Tuesday, December 6, 2011
How does wealth inequality affect environmental protection? The environmental justice movement (and related scholarship) has done a good job of elaborating one way that wealth inequality matters for environmental protection. It has shown that environmental protection policy tends to favor wealthier and more powerful contingents of society. Environmental justice has, however, often missed another important dimension. As far as I know, it has not focused on whether environmental protection declines as wealth inequality increases. I suspect that this is the case, and it worries me in light of the growing inequality of the US.
First, let’s be reminded of the growing inequality. According to a great piece by Joseph Stiglitz last May in Vanity Fair, “Of the 1%, by the 1%, for the 1%”: "The upper 1 percent of Americans are now taking in nearly a quarter of the nation’s income every year. In terms of wealth rather than income, the top 1 percent control 40 percent… Twenty-five years ago, the corresponding figures were 12 percent and 33 percent.”
So what are the implications of the growing income and wealth inequality for the level of environmental protection?

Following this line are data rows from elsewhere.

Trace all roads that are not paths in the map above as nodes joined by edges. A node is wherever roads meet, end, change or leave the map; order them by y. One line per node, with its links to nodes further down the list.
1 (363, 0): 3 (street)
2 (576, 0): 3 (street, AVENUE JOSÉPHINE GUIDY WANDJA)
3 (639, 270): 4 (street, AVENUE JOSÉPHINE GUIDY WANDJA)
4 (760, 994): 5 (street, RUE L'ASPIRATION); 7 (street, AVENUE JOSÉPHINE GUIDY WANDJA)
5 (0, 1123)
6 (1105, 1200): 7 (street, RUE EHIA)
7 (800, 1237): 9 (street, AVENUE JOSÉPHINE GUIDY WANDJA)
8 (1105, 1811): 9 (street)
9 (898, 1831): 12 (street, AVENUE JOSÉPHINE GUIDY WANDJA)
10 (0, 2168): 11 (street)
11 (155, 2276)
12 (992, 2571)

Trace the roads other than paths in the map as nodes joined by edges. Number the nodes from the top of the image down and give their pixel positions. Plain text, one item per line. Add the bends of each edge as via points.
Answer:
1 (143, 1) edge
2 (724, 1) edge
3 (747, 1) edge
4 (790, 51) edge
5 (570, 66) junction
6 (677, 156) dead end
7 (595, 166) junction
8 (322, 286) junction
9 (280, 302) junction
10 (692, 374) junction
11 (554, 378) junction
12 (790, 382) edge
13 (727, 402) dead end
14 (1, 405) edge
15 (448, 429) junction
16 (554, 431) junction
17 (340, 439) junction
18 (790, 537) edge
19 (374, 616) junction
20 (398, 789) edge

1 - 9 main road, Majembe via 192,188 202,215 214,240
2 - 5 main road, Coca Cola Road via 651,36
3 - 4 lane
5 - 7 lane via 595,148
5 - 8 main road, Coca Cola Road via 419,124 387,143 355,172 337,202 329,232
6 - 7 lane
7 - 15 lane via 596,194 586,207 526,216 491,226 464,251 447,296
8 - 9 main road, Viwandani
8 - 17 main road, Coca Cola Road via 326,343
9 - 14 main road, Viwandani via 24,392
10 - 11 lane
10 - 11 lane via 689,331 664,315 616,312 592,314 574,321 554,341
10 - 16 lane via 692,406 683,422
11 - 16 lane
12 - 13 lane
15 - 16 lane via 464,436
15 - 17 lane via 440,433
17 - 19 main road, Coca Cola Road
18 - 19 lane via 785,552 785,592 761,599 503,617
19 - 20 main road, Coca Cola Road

A couple possibilities occur to me:
• As the wealthy develop private substitutes for public goods (i.e. bottled water instead of clean drinking water; gated community parks instead of public parks), less political pressure is exerted to provide public goods.
• Inequality weakens social cohesion and effective democracy, both of which are likely to favor the passage of needed environmental protection laws.
Given this and the many connections between corporate power and environmental degradation, it seems to me that there's a lot for environmental advocates to like about the Occupy Wall Street movement.